GRAND RAPIDS, Mich. (WOOD) — A retired Grand Rapids police lieutenant never thought he would have to repurpose his bulletproof vest for his wife, who teaches kindergarten.
“I was in policing for 25 years so the idea that I would wear Kevlar body armor was just a requirement of the job,” Patrick Merrill said. “Physical courage was just an expectation of the work. It was just a given. It became alarming to me that it’s a sad state of affairs that this is how I have to think about my wife, now; my spouse, who’s a teacher.”
But after the nation’s latest school shooting, which killed six people at a Christian school in Nashville, Tennessee, Merrill and his wife Julie made the difficult decision to prepare for the worst.
“It’s insanity,” Julie Merrill said. “Obviously when I started this career, there was nothing in that realm at all and it’s just slowly grown. And sadly, I feel like I’ve become kind of desensitized to it.”
She has taught within the same school district — which she asked News 8 not to identify so the matter would not become a distraction for students — for more than two decades. She said while she has seen her school and its security change for the better, the reality and escalation of violence within schools is disturbing. That’s why, upon the return from spring break, she’ll keep a Kevlar vest in her classroom’s closet.

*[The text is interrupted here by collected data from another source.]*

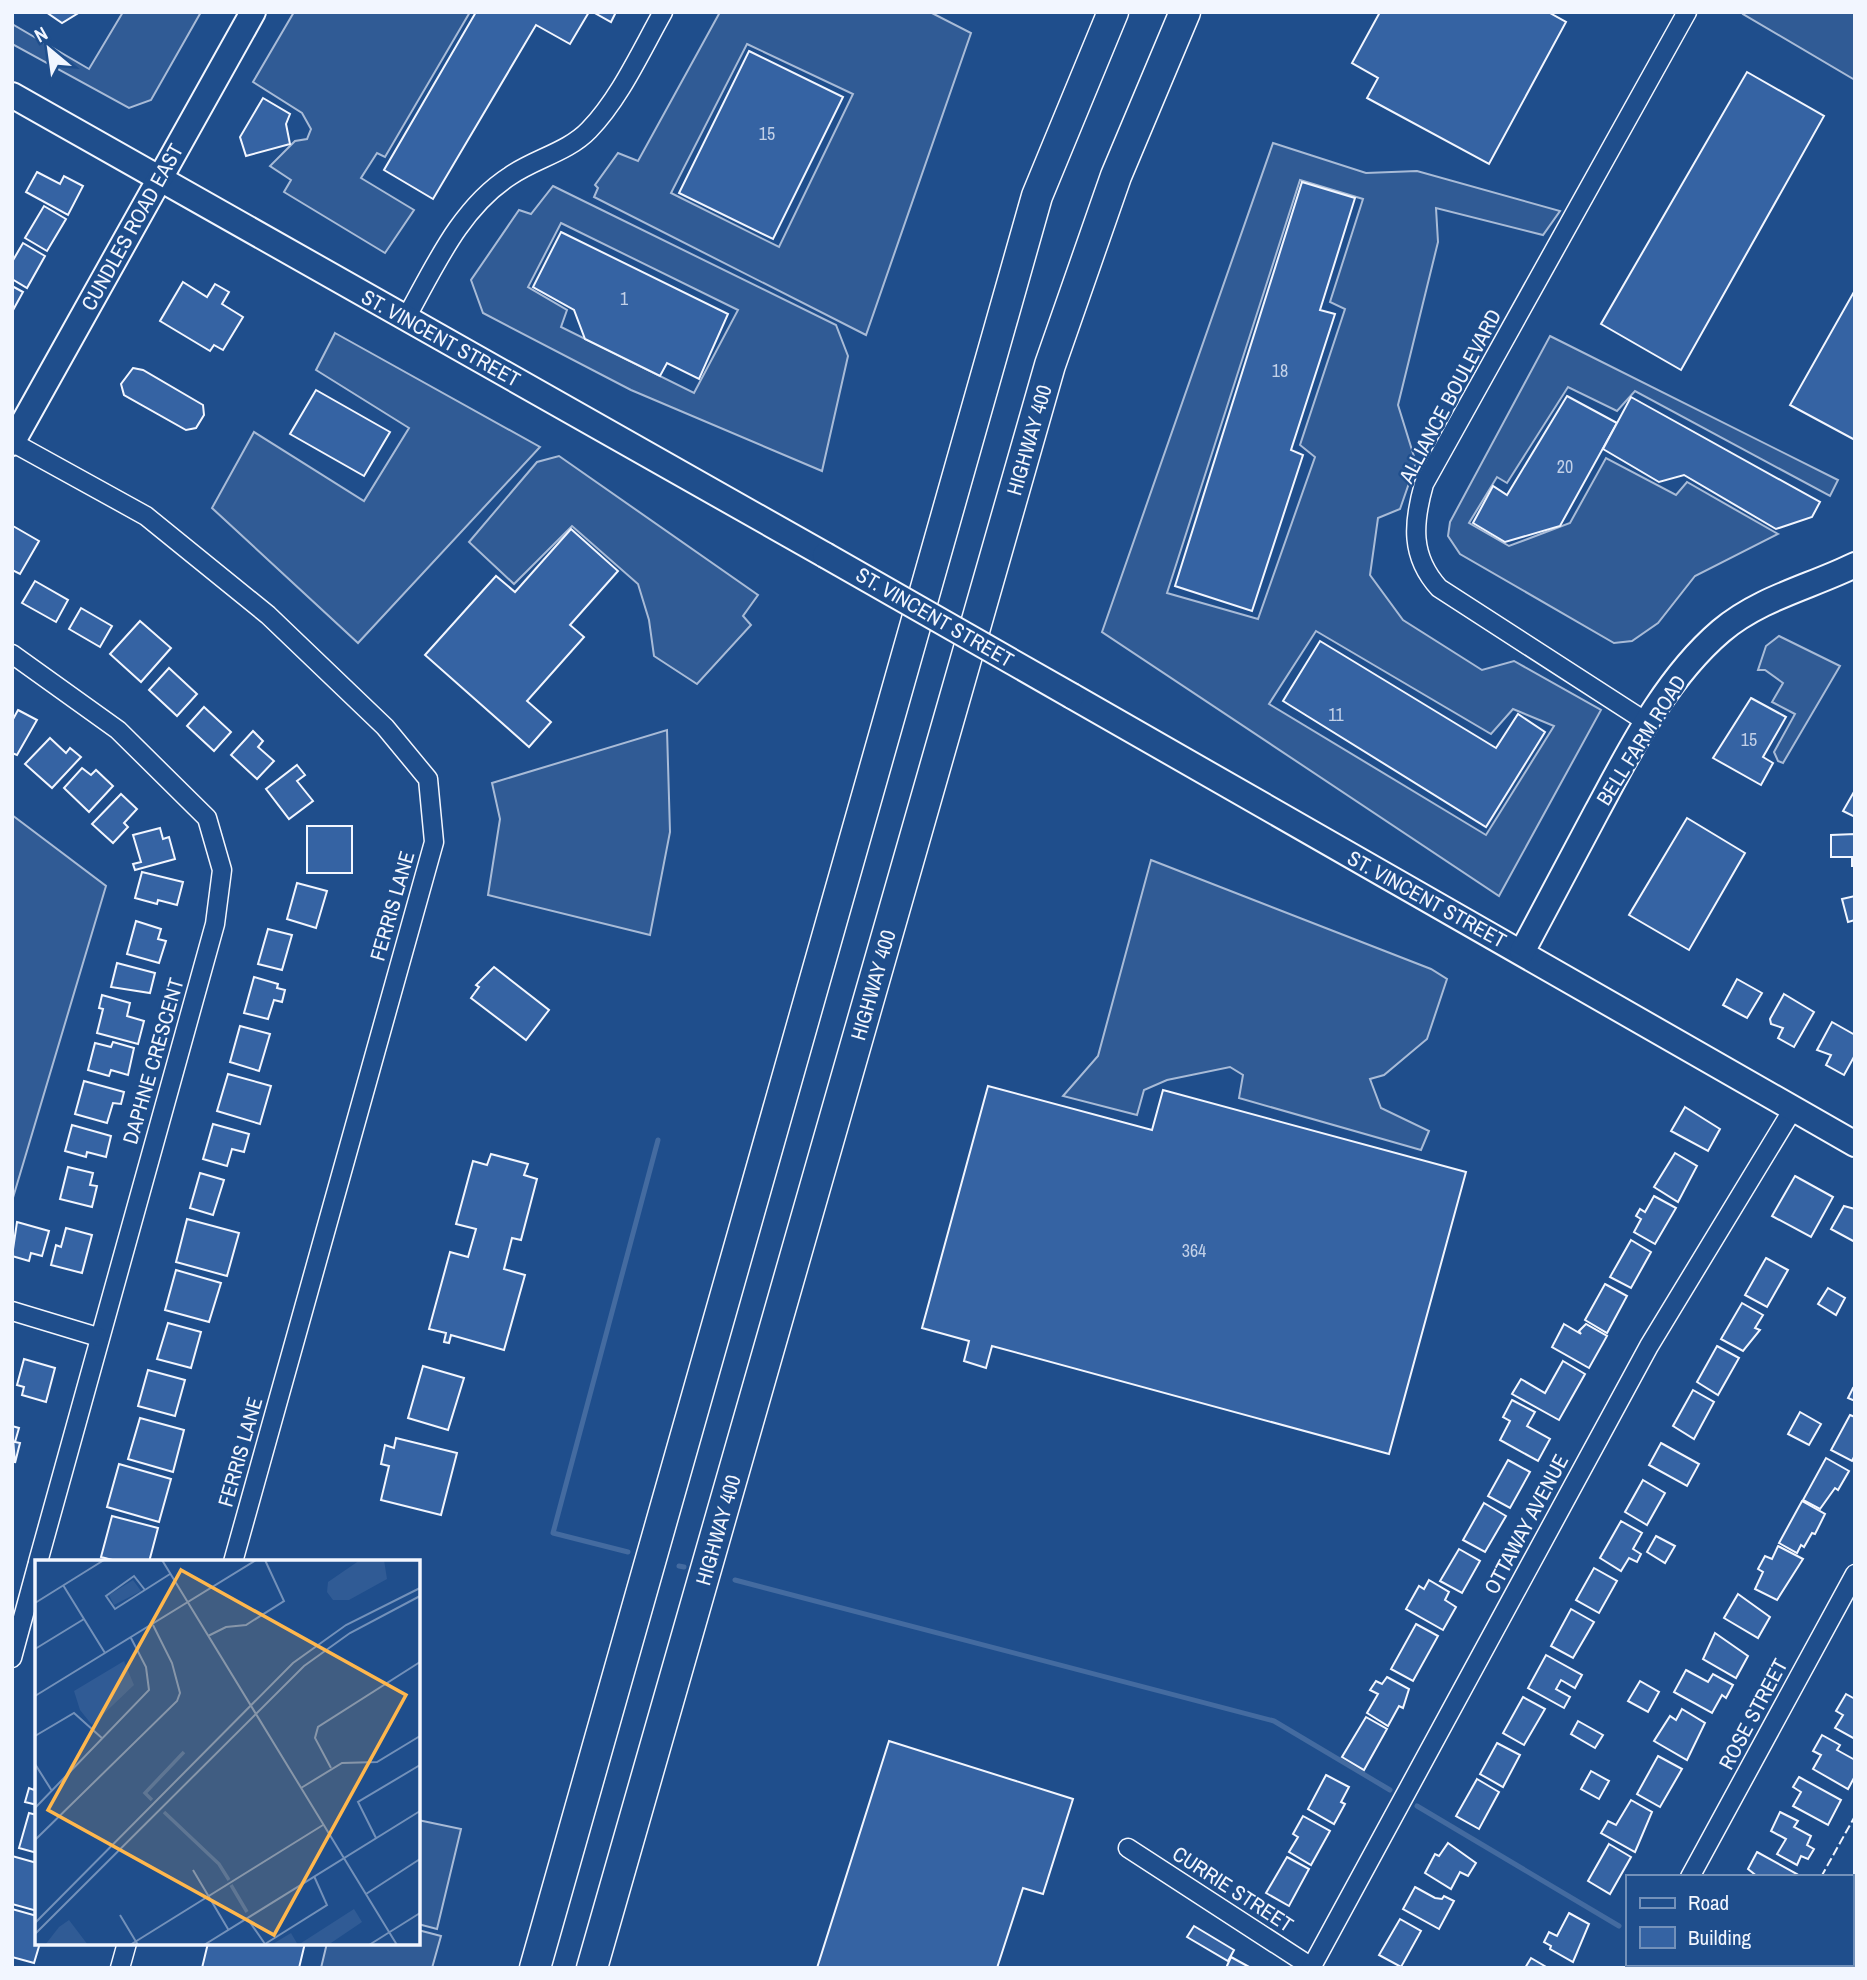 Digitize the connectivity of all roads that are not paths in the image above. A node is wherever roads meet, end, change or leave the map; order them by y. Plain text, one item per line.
1 (253, 12) edge
2 (663, 12) edge
3 (1113, 12) edge
4 (1185, 12) edge
5 (1687, 12) edge
6 (12, 96) edge
7 (159, 178) junction
8 (406, 318) junction
9 (12, 442) edge
10 (1855, 565) edge
11 (12, 654) edge
12 (1648, 723) junction
13 (1522, 952) junction
14 (1793, 1109) junction
15 (1855, 1144) edge
16 (12, 1311) edge
17 (98, 1337) junction
18 (38, 1560) edge
19 (234, 1560) edge
20 (35, 1572) edge
21 (1855, 1574) edge
22 (12, 1658) edge
23 (1128, 1848) dead end
24 (1691, 1875) edge
25 (126, 1945) edge
26 (120, 1968) edge
27 (535, 1968) edge
28 (593, 1968) edge
29 (1312, 1968) edge

1 - 7 main road, CUNDLES ROAD EAST
2 - 8 street
3 - 27 highway
4 - 28 highway, HIGHWAY 400
5 - 12 street, ALLIANCE BOULEVARD
6 - 7 main road, ST. VINCENT STREET
7 - 8 main road, ST. VINCENT STREET
7 - 9 main road, CUNDLES ROAD EAST
8 - 13 main road, ST. VINCENT STREET, bridge
9 - 19 street, FERRIS LANE
10 - 12 main road, BELL FARM ROAD
11 - 17 street, DAPHNE CRESCENT
12 - 13 main road, BELL FARM ROAD
13 - 14 main road, ST. VINCENT STREET
14 - 15 main road, ST. VINCENT STREET
14 - 29 street, OTTAWAY AVENUE
16 - 17 street
17 - 18 street, DAPHNE CRESCENT
20 - 22 street, DAPHNE CRESCENT
21 - 24 street, ROSE STREET
23 - 29 street, CURRIE STREET
25 - 26 street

“Recognizing trauma is (hard). I get it,” she said. “We’re working on what to do with it. We need more social workers, we need more mental health care and support for families. That’s what we need. Because trauma doesn’t start at school.”
Schools across the nation regularly practice active shooter drills, but Patrick Merrill said it’s simply impossible to train for every scenario. Students may be in the hallways, at lunch or perhaps on the playground. Drills are typically scheduled to simulate a more controlled period.
“There’s going to be too many variables to prepare for,” he said. “So you got to be in the right mindset when stuff goes wrong. You’re not going to do everything perfectly, you’ve just got to be smart.”
Julie Merrill notified her school district of her decision to keep the protective vest in her classroom. She said she will keep it out of sight and prays she’ll never have to use it.
“I certainly understand that you don’t want this out in the open for a small children to see. That’s scary,” she said. “And it’s always my job to protect everything about them physically, mentally, emotionally. So I understand hiding it unless a desperate time (calls for it).”
The Merrills posted privately on their Facebook page about their decision. Both were saddened to see several other teachers reach out to inquire how they could get a bulletproof vest.
“That caught me a little by surprise,” Patrick Merrill said. “I didn’t expect that.”